REQUIREMENT:
From the material below, please set down exactly the lines starting with the one with "index pip: (338, 246)" and going on through the one with "thumb cmc: (798, 461)", without a single picture.

*** Opening DATA EXTRACT ***

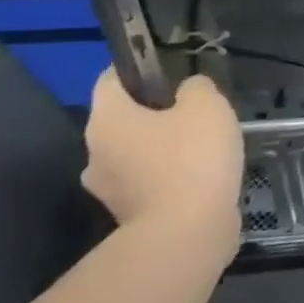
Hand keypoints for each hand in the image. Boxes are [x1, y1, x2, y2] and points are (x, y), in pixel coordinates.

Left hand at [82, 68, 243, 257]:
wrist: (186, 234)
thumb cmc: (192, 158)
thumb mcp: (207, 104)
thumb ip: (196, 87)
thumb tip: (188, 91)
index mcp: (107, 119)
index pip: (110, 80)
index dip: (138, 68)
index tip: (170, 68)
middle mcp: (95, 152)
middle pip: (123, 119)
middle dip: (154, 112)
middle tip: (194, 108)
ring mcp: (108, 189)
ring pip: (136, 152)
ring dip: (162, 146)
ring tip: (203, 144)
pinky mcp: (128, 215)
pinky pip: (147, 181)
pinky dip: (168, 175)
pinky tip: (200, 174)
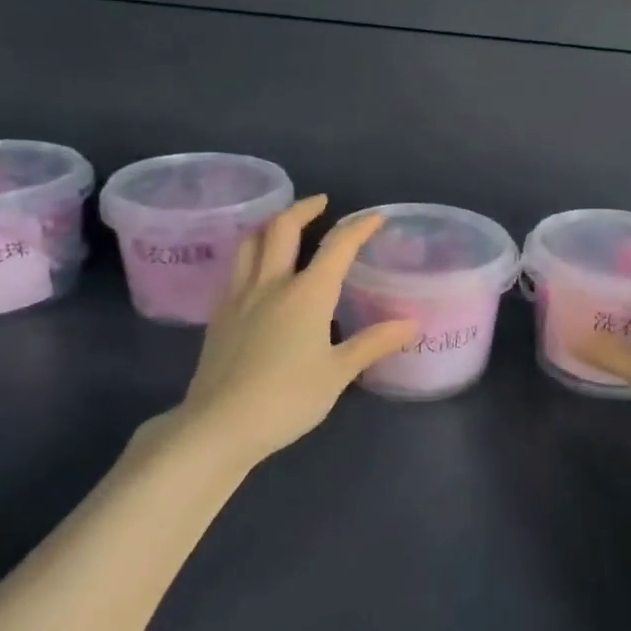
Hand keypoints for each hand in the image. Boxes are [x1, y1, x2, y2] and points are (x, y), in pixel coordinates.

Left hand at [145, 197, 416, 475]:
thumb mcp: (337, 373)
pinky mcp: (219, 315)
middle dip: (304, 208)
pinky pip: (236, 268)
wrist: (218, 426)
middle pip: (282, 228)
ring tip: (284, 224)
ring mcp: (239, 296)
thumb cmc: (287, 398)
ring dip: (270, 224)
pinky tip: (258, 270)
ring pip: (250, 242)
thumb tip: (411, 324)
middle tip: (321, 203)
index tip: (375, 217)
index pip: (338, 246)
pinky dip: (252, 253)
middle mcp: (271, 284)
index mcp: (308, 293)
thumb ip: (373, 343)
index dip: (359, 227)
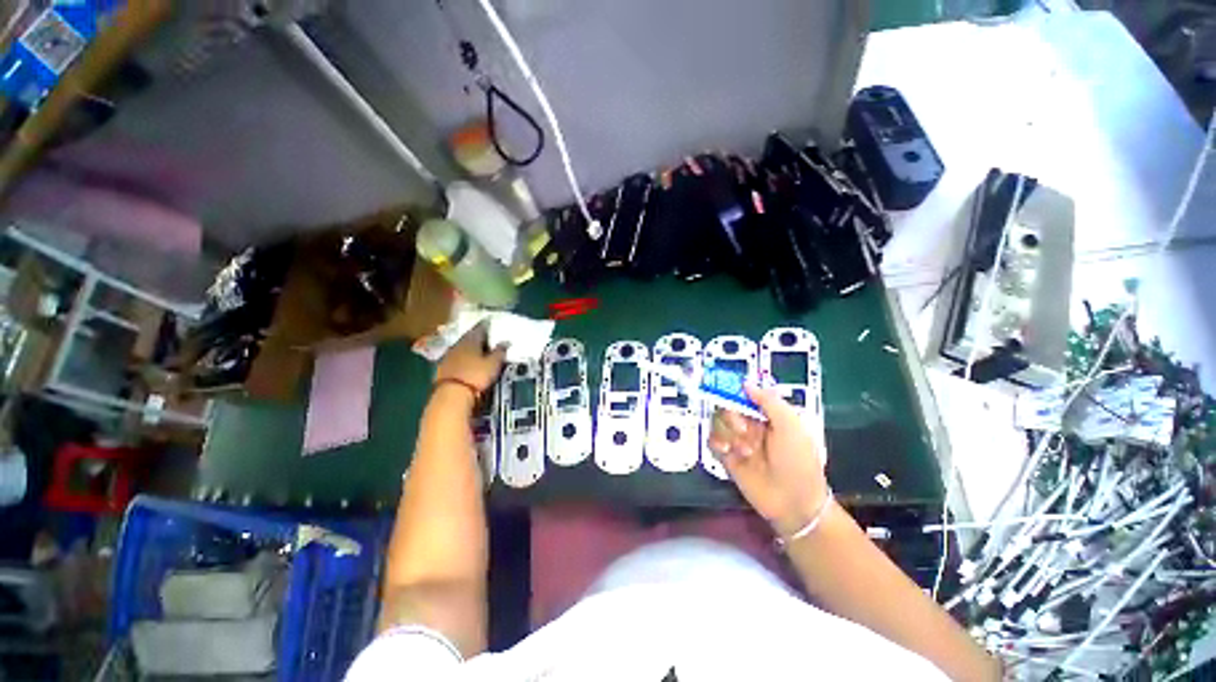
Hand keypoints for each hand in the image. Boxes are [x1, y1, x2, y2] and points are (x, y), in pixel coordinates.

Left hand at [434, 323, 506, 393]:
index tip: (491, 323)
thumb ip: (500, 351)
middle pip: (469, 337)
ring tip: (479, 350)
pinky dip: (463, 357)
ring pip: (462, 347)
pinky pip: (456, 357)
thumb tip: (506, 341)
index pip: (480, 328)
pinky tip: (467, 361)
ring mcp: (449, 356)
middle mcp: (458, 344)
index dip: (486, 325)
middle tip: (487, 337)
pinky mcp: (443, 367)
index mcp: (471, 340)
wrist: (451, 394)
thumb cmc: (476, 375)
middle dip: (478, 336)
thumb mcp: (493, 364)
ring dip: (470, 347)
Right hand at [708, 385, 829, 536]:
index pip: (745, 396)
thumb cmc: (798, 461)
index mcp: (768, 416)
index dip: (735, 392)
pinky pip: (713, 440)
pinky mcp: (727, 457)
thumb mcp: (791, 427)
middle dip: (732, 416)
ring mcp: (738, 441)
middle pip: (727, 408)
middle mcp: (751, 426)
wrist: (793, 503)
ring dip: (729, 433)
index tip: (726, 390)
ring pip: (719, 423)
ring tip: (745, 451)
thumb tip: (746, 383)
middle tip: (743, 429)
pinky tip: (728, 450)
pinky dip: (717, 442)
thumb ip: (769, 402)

*** Closing DATA EXTRACT ***
*** Opening DATA EXTRACT ***

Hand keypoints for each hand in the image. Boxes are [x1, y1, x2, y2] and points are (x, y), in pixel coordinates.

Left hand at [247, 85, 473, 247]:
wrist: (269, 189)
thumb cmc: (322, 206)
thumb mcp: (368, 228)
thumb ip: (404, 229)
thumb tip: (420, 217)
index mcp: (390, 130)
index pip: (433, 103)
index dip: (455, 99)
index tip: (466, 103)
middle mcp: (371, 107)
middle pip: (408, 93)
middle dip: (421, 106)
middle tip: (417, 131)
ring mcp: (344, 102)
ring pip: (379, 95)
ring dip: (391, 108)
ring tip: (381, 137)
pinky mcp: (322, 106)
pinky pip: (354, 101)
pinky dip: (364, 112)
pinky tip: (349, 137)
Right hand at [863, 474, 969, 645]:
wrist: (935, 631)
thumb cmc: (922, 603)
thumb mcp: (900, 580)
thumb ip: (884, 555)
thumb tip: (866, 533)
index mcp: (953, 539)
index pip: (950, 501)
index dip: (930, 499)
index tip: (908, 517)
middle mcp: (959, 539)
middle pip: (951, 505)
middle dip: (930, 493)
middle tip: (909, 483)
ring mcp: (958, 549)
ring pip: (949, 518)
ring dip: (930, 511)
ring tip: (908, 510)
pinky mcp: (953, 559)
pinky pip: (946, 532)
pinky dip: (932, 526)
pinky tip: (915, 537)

*** Closing DATA EXTRACT ***
*** Opening DATA EXTRACT ***

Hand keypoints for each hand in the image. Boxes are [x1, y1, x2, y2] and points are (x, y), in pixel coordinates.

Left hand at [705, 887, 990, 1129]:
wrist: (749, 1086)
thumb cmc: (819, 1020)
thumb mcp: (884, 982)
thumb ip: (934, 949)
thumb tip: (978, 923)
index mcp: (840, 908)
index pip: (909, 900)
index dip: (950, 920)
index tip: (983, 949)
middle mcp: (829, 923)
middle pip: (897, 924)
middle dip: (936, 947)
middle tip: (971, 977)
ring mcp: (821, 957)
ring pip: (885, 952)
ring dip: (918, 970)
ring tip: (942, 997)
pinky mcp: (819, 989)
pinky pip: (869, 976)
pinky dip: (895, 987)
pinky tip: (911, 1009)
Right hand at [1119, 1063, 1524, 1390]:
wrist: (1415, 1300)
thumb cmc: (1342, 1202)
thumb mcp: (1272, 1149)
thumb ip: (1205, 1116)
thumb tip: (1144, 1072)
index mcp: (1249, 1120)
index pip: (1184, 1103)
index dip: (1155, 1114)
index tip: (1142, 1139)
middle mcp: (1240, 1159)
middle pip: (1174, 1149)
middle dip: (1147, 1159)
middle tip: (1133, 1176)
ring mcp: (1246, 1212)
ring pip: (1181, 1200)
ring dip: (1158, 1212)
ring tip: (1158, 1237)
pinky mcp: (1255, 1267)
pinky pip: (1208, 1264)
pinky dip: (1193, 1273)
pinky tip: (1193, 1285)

*** Closing DATA EXTRACT ***

RESULT OF THE EXERCISE:
index pip: (338, 246)
pinky dip: (252, 253)
middle mcp: (271, 284)
index mcp: (308, 293)
thumb ip: (373, 343)
index dip: (359, 227)
Hand keypoints for each hand in the image. Boxes are [x1, y1, x2, y2] and points are (x, y), in pixel coordinates.

Left hand at [434, 323, 506, 393]:
index tip: (491, 323)
thumb ip: (500, 351)
middle pip: (469, 337)
ring tip: (479, 350)
pinky dip: (463, 357)
ring pip: (462, 347)
pinky pip: (456, 357)
thumb tip: (506, 341)
index pip: (480, 328)
pinky tip: (467, 361)
ring mcp: (449, 356)
middle mcp: (458, 344)
index dip: (486, 325)
middle tip: (487, 337)
pinky mcp: (443, 367)
index mcp: (471, 340)
wrist: (451, 394)
thumb cmc: (476, 375)
middle dip: (478, 336)
thumb mcp: (493, 364)
ring dip: (470, 347)
Right hand at [708, 385, 829, 536]:
index pip: (745, 396)
thumb cmc: (798, 461)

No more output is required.